Toen mijn Creafiets 11 jaar oud was, kwam ik er drie dagen voor het begin van een tocht door Portugal achter dat het trapstel (met de inmiddels 17 jaar oude TA cranks) acuut vervangen moest worden. Inmiddels woonde ik in Leiden, waar het wemelt van de fietsenzaken. Toch wilde geen enkele fietsenboer mij uit de brand helpen. 'Die spullen worden niet meer geleverd', kreeg ik steeds te horen. 'De cranksets die we hebben, passen niet op deze fiets.'
Ten einde raad ging ik naar Van Herwerden in Voorburg. Zonder probleem werd de Creafiets daar binnen een dag voorzien van een modern trapstel (vierkante as met 22-32-44 triple; vandaag de dag wordt die haast alleen nog met buitenboordlagers geleverd).
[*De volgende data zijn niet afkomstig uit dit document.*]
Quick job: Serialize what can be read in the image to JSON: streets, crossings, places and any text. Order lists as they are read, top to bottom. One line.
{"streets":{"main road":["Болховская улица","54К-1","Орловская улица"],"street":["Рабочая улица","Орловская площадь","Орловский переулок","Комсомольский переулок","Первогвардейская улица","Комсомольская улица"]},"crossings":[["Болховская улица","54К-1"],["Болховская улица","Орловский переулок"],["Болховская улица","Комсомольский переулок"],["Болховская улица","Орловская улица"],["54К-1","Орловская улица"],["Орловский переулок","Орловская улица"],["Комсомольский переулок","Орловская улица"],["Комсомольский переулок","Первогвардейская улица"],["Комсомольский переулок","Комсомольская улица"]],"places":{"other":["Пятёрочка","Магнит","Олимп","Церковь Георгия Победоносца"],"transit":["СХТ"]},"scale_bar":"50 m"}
Van Herwerden maakt ook mooie vakantiefietsen en ik had al besloten om daar mijn volgende fiets te gaan kopen. Dat is er echter niet meer van gekomen, want enkele jaren later werd ik getroffen door het
ligfietsvirus...
De enkele keer dat ik nu nog in een fietsenwinkel kom, valt het me steeds weer op dat winkeliers vaak wel weten hoe ze iets moeten verkopen (niet aan mij, maar aan de doorsnee klant die er binnenkomt), maar dat hun technische kennis zich meestal beperkt tot wat er in de folders van Shimano staat. De enige high-end fietsenzaak in Leiden wordt gerund door een dominante man met een luide stem (beetje Fred Teeven type
), die niet lijkt te beseffen dat ik graag wil dat hij naar mij luistert in plaats van andersom.
Ook worden er steeds meer fietsen verkocht die ik niet wil hebben. Winkels waar je 15 jaar terug een goede boodschappenfiets kon kopen (ik heb nog zo'n stalen exemplaar met dubbele bovenbuis, grote canvastassen op de achterdrager en een krat op de voordrager; hiermee kan ik moeiteloos 40 kilo boodschappen vervoeren), zijn nu helemaal overgestapt op hippe 'urban bikes', waar alles draait om design en waar je helemaal geen fietstassen aan kunt hangen.
AndreM schreef:Hij vertelde me echter dat het ontzettend lastig is om goed gemotiveerde sleutelaars aan te trekken met gevoel voor de klant. Hij gaf als voorbeeld dat het nog lukt om iemand het vak te leren maar dat die jongens vaak niet het gevoel hebben wat het betekent voor een klant als hij een racefietsje van zeg drie of vier duizend euro met de lak tegen de werkbank parkeert. Zo'n fietsje betekent voor zo iemand veel meer dan een middel om van A naar B te komen en dat is blijkbaar lastig te begrijpen. Overigens denk ik dat beloning hier ook de crux is (want dan kan je andere eisen stellen) maar héé zeg dat maar eens tegen een winkelier die het vooral minder ziet worden.
Een zwager van mij is fietsmonteur in Gent. Hij heeft voor verschillende gerenommeerde fietsenmakers gewerkt en heeft mij wel eens verteld over het chronische gebrek aan goede sleutelaars, het gebrek aan tijd om een klus goed uit te voeren en het gebrek aan goede secundaire arbeidsvoorwaarden. Als hij een dag vrij wil nemen, is het standaard antwoord 'Dà zal nie haan' (Gents voor 'dat kan niet').